» **WHAT THE TASK ASKS**
What is needed is an exact copy of the entries below, with the pictures left out.

Records from a dataset:

*** Begin section ***

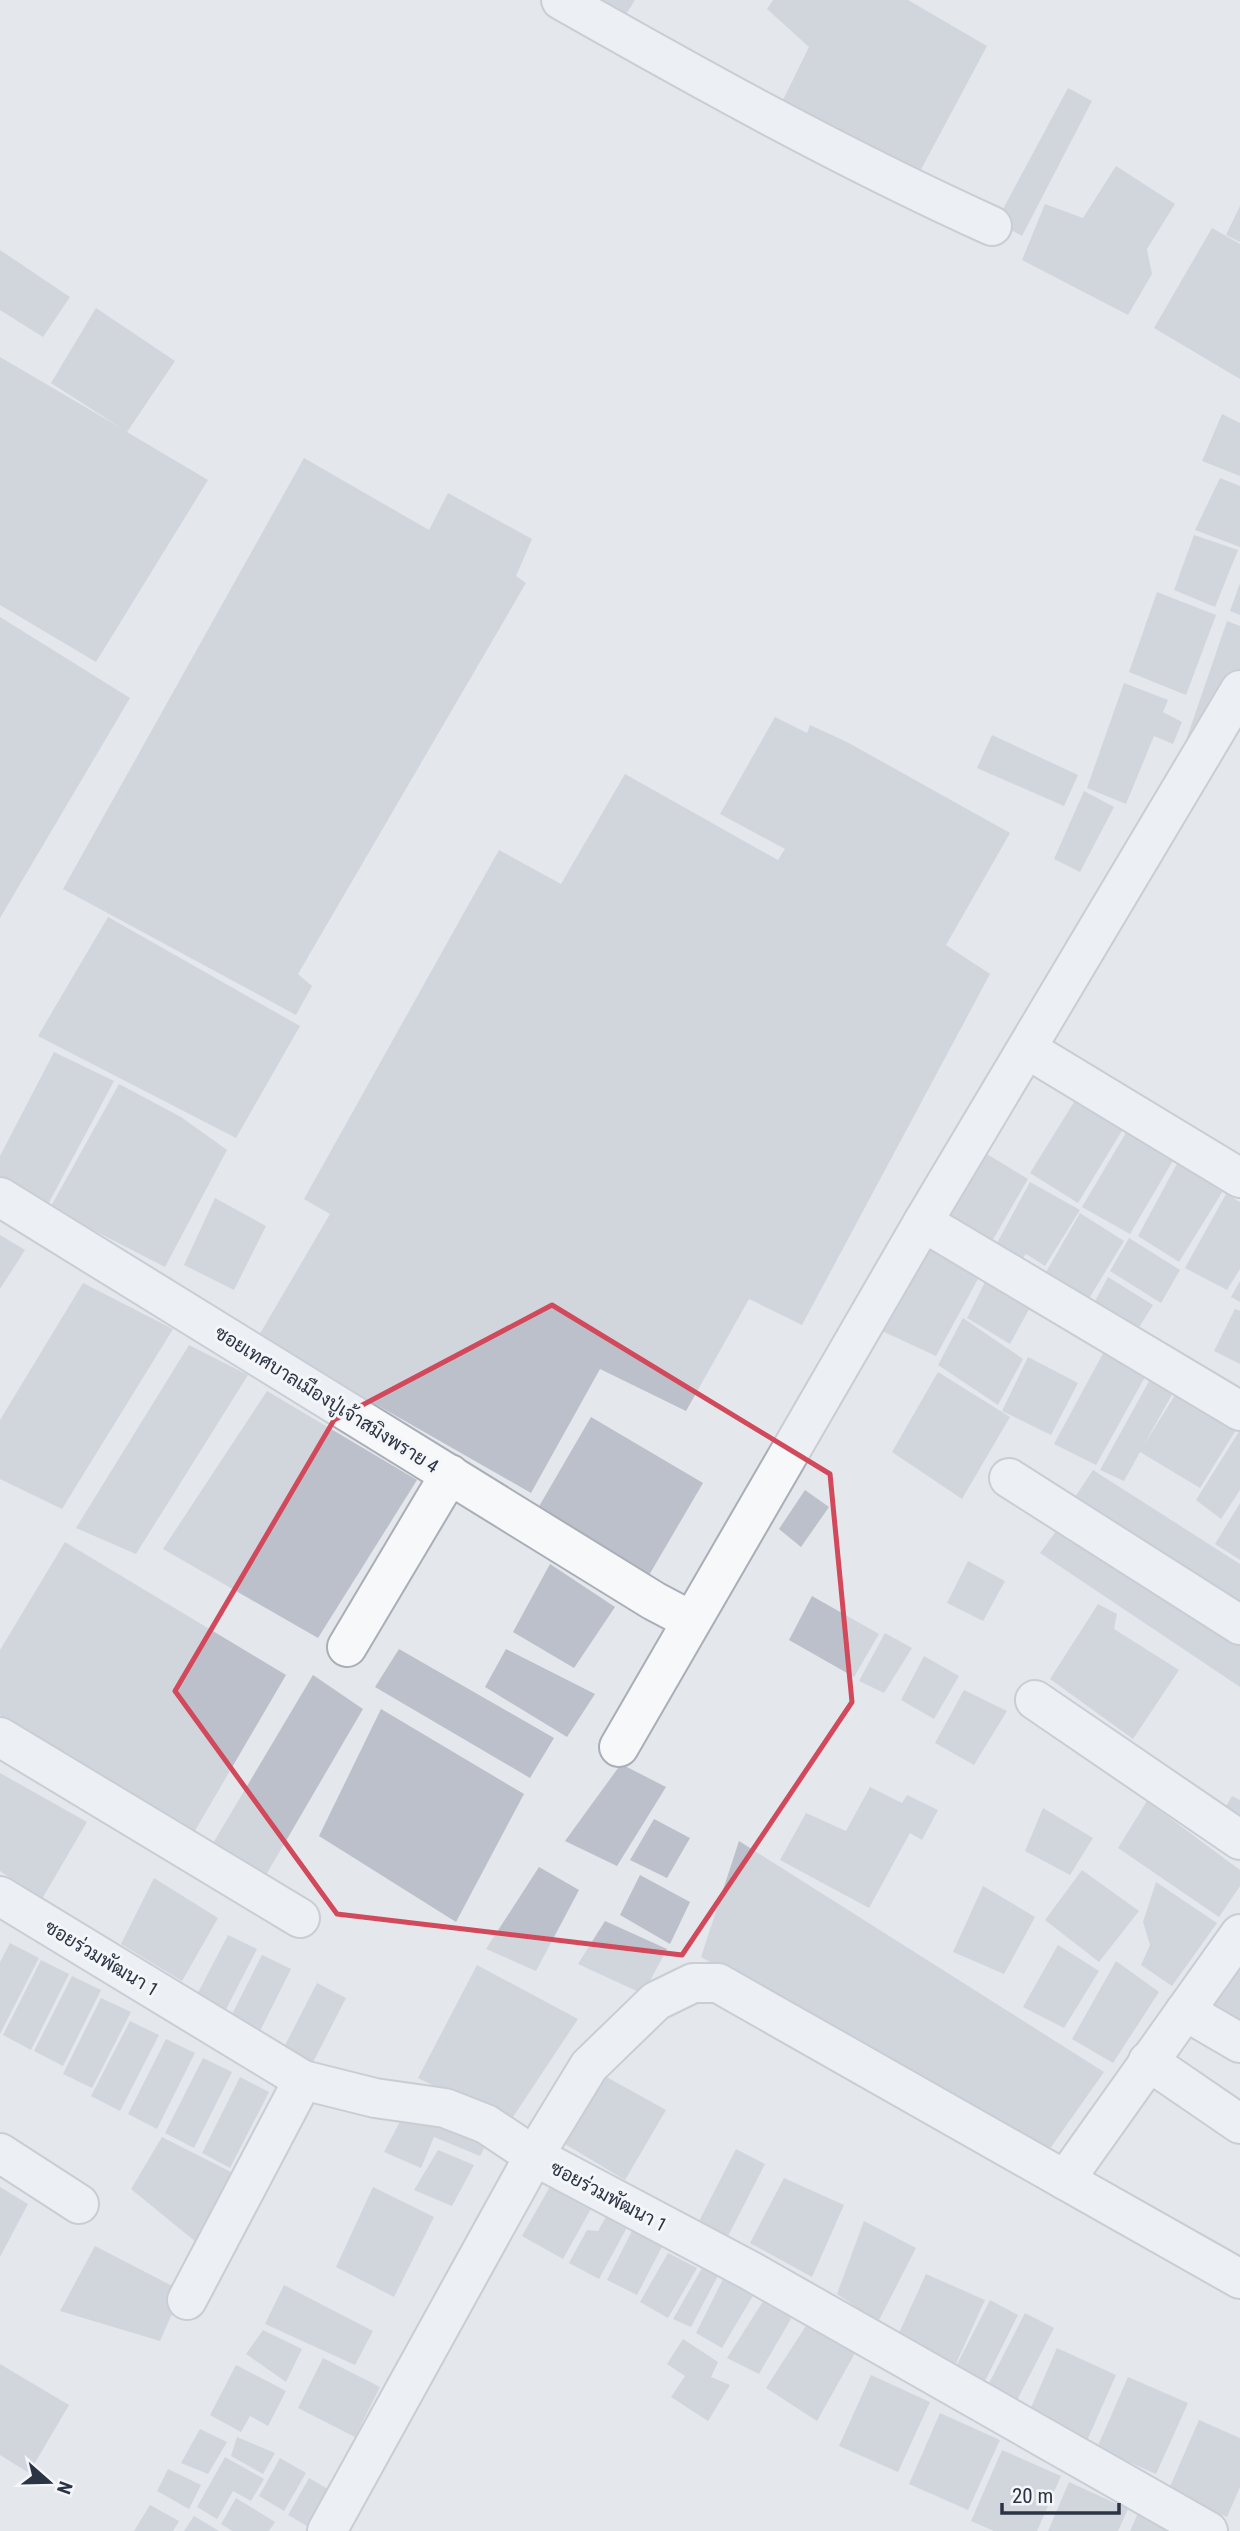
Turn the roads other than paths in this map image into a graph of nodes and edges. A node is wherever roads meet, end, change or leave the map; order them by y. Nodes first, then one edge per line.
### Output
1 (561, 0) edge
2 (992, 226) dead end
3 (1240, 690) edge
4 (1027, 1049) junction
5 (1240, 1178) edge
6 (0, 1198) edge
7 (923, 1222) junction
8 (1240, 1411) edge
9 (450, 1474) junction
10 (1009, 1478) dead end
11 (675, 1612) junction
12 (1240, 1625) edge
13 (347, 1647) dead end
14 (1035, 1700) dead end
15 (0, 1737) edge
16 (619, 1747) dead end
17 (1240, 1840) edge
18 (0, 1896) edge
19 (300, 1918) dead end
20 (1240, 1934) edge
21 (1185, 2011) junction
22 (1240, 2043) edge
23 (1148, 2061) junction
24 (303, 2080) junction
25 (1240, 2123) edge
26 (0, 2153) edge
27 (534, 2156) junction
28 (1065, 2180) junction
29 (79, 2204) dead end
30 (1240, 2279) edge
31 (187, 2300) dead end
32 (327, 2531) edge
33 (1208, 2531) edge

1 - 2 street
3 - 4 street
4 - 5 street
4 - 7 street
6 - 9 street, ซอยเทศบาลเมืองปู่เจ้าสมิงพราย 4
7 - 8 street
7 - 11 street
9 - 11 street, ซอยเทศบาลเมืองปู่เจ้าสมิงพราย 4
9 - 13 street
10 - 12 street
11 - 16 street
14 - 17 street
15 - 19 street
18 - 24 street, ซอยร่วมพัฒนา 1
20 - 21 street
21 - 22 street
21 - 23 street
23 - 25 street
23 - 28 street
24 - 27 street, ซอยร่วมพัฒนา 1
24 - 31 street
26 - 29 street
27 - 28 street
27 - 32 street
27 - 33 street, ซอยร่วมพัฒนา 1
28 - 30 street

*** End section ***

» **WRITTEN SOLUTION**
Turn the roads other than paths in this map image into a graph of nodes and edges. A node is wherever roads meet, end, change or leave the map; order them by y. Nodes first, then one edge per line.
### Output
1 (561, 0) edge
2 (992, 226) dead end
3 (1240, 690) edge
4 (1027, 1049) junction
5 (1240, 1178) edge
6 (0, 1198) edge
7 (923, 1222) junction
8 (1240, 1411) edge
9 (450, 1474) junction
10 (1009, 1478) dead end
11 (675, 1612) junction
12 (1240, 1625) edge
13 (347, 1647) dead end
14 (1035, 1700) dead end
15 (0, 1737) edge
16 (619, 1747) dead end
17 (1240, 1840) edge
18 (0, 1896) edge
19 (300, 1918) dead end
20 (1240, 1934) edge
21 (1185, 2011) junction
22 (1240, 2043) edge
23 (1148, 2061) junction
24 (303, 2080) junction
25 (1240, 2123) edge
26 (0, 2153) edge
27 (534, 2156) junction
28 (1065, 2180) junction
29 (79, 2204) dead end
30 (1240, 2279) edge
31 (187, 2300) dead end
32 (327, 2531) edge
33 (1208, 2531) edge

1 - 2 street
3 - 4 street
4 - 5 street
4 - 7 street
6 - 9 street, ซอยเทศบาลเมืองปู่เจ้าสมิงพราย 4
7 - 8 street
7 - 11 street
9 - 11 street, ซอยเทศบาลเมืองปู่เจ้าสมิงพราย 4
9 - 13 street
10 - 12 street
11 - 16 street
14 - 17 street
15 - 19 street
18 - 24 street, ซอยร่วมพัฒนา 1
20 - 21 street
21 - 22 street
21 - 23 street
23 - 25 street
23 - 28 street
24 - 27 street, ซอยร่วมพัฒนา 1
24 - 31 street
26 - 29 street
27 - 28 street
27 - 32 street
27 - 33 street, ซอยร่วมพัฒนา 1
28 - 30 street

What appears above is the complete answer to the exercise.